Tax Document Organization (30 minutes). If you haven't filed your taxes yet, gather your documents: W-2s, 1099s, mortgage interest statements, charitable donation receipts, and any other relevant paperwork. If you've already filed, download and save a PDF of your return somewhere secure.
Review your tax withholding. If you received a large refund last year, you're over-withholding — essentially giving the government an interest-free loan. Adjust your W-4 to increase your paycheck and decrease your refund. That extra $50-100 per month in take-home pay is money you can put to work immediately.
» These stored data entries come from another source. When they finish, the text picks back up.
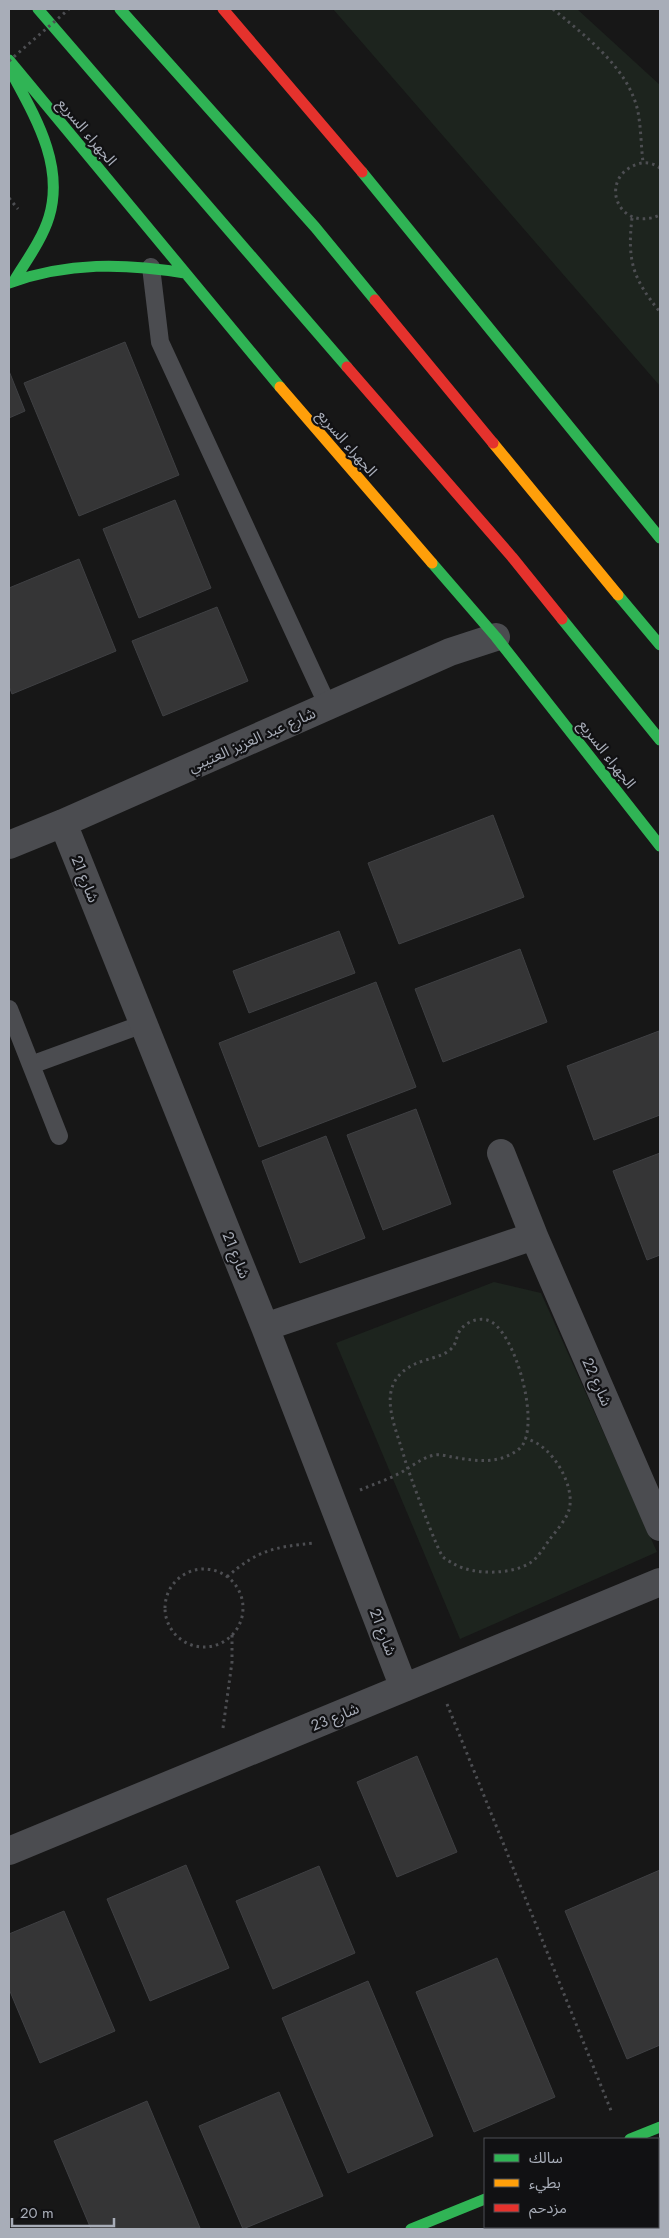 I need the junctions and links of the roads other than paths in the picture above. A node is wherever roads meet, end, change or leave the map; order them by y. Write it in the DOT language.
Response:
graph roads {
  1 [pos="38,9"];
  2 [pos="120,9"];
  3 [pos="223,9"];
  4 [pos="9,60"];
  5 [pos="9,68"];
  6 [pos="150,267"];
  7 [pos="184,273"];
  8 [pos="11,282"];
  9 [pos="660,538"];
  10 [pos="496,638"];
  11 [pos="660,645"];
  12 [pos="328,706"];
  13 [pos="660,740"];
  14 [pos="62,823"];
  15 [pos="9,845"];
  16 [pos="660,846"];
  17 [pos="9,1009"];
  18 [pos="143,1024"];
  19 [pos="31,1065"];
  20 [pos="59,1136"];
  21 [pos="501,1154"];
  22 [pos="534,1236"];
  23 [pos="265,1327"];
  24 [pos="660,1527"];
  25 [pos="660,1582"];
  26 [pos="404,1688"];
  27 [pos="9,1851"];
  28 [pos="660,2127"];
  29 [pos="632,2138"];
  30 [pos="484,2199"];
  31 [pos="411,2229"];
  1 -- 13 [label="main road"];
  2 -- 11 [label="main road"];
  3 -- 9 [label="main road"];
  4 -- 7 [label="main road, الجهراء السريع"];
  5 -- 8 [label="main road"];
  6 -- 7 [label="main road"];
  6 -- 8 [label="main road"];
  6 -- 12 [label="lane"];
  7 -- 10 [label="main road, الجهراء السريع"];
  10 -- 12 [label="street, شارع عبد العزيز العتيبي"];
  10 -- 16 [label="main road, الجهراء السريع"];
  12 -- 14 [label="street, شارع عبد العزيز العتيبي"];
  14 -- 15 [label="street, شارع عبد العزيز العتيبي"];
  14 -- 18 [label="street, شارع 21"];
  17 -- 19 [label="lane"];
  18 -- 19 [label="lane"];
  18 -- 23 [label="street, شارع 21"];
  19 -- 20 [label="lane"];
  21 -- 22 [label="street, شارع 22"];
  22 -- 23 [label="street"];
  22 -- 24 [label="street, شارع 22"];
  23 -- 26 [label="street, شارع 21"];
  25 -- 26 [label="street, شارع 23"];
  26 -- 27 [label="street, شارع 23"];
  28 -- 29 [label="main road"];
  30 -- 31 [label="main road"];
}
Beneficiary and Contact Update (15 minutes). When's the last time you reviewed the beneficiaries on your retirement accounts, life insurance, and bank accounts? Major life changes — marriage, divorce, children, death of a beneficiary — should trigger updates, but people frequently forget.
Log into your 401(k), IRA, and life insurance accounts and verify that the beneficiaries listed are still correct. This five-minute task could prevent an enormous legal and emotional mess for your family.
Goal Setting for the Next Quarter (20 minutes). Write down one specific financial goal for April through June. "Pay off the remaining $800 on my credit card." "Save an additional $1,000 in my emergency fund." "Start a sinking fund for summer vacation."
Attach a monthly action to the goal. If the goal is $1,000 in savings, the action is transferring $333 per month. Put the transfer on autopilot and move on.
The Power of the Annual Review
Most financial advice focuses on daily habits, and that's important. But the annual review catches the things that daily habits miss: the subscriptions that creep in, the insurance that quietly gets expensive, the retirement contribution that falls behind, the rewards that go unredeemed.
Think of it like a car's annual maintenance. You change the oil regularly, but once a year you check the brakes, rotate the tires, and flush the coolant. The annual check catches the slow deterioration that daily driving doesn't reveal.
Four hours. One weekend. Do it every spring and your financial house stays as clean as your physical one.